PROBLEM DESCRIPTION:
Which lines of the entries contain the string "bridge"? Copy each of them.

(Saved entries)
____________

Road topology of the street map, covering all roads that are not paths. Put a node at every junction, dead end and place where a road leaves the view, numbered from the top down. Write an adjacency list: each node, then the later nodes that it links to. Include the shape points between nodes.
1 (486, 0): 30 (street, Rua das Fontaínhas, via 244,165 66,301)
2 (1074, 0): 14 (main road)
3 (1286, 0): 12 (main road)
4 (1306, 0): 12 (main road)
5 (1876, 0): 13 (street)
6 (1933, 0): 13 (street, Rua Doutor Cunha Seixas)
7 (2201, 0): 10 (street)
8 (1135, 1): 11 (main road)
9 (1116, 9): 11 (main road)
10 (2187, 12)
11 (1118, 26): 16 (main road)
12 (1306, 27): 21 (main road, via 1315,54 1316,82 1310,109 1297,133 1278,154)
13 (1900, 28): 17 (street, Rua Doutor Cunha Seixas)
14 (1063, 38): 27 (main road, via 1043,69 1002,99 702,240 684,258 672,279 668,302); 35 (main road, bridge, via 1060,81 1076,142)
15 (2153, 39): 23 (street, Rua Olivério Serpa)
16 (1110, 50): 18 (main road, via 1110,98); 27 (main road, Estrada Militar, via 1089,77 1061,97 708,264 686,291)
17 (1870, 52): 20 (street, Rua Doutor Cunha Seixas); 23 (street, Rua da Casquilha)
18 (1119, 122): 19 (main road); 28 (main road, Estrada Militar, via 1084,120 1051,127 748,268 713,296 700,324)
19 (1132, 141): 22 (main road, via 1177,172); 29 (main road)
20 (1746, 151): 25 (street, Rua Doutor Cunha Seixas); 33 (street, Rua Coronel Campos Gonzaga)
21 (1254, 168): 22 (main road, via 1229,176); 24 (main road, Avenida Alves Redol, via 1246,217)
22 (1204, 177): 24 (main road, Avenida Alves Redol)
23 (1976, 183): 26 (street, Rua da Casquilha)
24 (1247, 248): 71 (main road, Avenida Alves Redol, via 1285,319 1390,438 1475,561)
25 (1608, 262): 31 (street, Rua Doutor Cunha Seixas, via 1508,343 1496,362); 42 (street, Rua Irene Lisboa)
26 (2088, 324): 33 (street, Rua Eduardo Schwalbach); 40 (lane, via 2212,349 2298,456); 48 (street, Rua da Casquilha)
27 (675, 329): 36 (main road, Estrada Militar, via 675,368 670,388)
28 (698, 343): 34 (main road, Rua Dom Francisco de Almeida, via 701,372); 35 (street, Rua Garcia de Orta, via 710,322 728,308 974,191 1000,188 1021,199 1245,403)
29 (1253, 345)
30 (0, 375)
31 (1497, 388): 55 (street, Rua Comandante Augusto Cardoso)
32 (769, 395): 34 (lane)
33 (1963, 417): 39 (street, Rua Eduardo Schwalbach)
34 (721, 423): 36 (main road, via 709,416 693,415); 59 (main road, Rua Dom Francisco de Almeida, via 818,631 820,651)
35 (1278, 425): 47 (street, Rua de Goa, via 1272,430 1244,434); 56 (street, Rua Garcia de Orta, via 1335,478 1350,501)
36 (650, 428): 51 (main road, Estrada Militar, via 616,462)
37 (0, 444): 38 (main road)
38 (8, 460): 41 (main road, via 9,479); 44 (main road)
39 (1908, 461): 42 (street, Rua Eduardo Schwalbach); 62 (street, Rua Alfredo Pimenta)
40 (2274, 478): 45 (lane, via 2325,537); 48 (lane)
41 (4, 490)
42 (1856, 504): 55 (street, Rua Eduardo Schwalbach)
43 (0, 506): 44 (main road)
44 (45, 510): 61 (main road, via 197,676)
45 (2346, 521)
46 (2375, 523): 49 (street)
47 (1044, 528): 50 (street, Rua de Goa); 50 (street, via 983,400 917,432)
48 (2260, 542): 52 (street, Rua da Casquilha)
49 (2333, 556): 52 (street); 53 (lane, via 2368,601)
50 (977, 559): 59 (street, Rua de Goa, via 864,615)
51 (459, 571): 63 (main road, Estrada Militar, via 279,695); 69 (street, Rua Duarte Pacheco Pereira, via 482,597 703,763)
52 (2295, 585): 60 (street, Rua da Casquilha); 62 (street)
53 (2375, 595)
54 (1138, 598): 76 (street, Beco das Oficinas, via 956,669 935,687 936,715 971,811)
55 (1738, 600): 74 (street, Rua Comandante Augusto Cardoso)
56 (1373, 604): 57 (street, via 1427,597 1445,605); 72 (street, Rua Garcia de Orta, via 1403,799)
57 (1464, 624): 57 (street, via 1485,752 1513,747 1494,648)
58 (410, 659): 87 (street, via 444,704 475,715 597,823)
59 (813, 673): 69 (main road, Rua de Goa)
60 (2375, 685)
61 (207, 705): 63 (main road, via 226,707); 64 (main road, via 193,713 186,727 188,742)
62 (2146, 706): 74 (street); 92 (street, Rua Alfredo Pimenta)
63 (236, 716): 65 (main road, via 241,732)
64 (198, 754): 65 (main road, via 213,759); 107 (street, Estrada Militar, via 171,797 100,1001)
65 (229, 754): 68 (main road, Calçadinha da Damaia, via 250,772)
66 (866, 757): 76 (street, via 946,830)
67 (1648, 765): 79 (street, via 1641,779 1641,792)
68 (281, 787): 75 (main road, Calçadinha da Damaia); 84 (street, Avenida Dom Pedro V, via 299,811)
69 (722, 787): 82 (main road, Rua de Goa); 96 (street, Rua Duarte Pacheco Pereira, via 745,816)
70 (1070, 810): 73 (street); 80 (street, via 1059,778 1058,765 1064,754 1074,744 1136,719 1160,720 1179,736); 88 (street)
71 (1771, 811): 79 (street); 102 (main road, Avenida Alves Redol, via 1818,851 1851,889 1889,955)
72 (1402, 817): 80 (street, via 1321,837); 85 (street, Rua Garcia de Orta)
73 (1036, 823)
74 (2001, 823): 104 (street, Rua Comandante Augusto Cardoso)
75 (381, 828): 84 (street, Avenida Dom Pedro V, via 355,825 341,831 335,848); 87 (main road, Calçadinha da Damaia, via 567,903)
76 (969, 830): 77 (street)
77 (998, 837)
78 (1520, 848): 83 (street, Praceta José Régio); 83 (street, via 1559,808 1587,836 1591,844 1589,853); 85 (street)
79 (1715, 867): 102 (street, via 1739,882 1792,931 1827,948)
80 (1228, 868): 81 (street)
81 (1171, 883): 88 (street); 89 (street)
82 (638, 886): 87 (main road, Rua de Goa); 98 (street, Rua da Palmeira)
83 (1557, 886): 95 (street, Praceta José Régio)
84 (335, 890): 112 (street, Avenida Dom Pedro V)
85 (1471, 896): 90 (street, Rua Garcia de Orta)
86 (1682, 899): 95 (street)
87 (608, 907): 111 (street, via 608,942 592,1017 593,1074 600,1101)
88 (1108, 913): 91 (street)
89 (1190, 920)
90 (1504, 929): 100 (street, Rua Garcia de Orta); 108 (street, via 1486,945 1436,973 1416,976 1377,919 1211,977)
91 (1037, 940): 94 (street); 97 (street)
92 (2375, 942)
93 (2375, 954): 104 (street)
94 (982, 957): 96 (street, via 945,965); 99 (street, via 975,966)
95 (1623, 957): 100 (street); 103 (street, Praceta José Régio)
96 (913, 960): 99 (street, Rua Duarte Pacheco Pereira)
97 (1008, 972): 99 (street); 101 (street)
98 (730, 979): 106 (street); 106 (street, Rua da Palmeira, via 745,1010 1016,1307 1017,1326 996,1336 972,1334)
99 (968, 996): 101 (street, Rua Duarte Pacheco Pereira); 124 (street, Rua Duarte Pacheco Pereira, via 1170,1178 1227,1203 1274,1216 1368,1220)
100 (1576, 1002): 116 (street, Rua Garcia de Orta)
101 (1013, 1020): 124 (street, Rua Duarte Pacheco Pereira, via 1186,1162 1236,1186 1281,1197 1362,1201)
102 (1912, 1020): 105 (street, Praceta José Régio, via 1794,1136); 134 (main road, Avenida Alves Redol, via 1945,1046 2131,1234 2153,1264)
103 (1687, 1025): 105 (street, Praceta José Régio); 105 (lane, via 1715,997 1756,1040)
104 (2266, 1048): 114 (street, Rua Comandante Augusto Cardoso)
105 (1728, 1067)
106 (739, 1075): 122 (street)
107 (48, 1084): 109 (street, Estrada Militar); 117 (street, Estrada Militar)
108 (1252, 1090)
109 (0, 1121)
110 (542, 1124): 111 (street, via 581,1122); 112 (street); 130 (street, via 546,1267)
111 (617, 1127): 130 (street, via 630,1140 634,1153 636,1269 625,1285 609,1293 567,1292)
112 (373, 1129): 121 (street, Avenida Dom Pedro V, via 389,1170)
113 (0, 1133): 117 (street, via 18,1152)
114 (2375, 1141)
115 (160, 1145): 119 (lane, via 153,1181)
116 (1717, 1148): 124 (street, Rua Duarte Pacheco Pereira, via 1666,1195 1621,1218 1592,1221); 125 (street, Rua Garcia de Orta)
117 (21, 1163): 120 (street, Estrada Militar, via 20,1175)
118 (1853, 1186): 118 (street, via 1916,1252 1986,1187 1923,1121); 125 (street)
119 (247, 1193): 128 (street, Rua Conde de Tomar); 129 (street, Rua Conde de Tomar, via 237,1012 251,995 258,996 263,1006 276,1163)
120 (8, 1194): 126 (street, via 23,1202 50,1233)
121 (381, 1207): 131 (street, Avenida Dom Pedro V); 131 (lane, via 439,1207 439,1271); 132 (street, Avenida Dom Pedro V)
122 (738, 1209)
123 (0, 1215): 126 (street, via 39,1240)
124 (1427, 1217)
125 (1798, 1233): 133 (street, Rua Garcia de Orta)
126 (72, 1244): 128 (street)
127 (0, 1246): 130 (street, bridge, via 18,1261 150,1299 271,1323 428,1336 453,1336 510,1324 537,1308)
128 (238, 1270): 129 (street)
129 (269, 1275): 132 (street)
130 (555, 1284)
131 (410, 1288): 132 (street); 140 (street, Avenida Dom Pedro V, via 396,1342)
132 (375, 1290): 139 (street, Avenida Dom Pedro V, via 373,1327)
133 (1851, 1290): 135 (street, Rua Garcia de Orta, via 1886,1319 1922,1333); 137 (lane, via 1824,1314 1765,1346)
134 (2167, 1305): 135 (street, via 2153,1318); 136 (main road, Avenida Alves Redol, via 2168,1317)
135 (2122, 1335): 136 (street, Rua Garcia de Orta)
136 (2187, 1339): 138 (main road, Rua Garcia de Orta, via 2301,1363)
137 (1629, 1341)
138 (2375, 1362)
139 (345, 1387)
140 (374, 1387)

____________

PROBLEM SOLUTION:
14 (1063, 38): 27 (main road, via 1043,69 1002,99 702,240 684,258 672,279 668,302); 35 (main road, bridge, via 1060,81 1076,142)
127 (0, 1246): 130 (street, bridge, via 18,1261 150,1299 271,1323 428,1336 453,1336 510,1324 537,1308)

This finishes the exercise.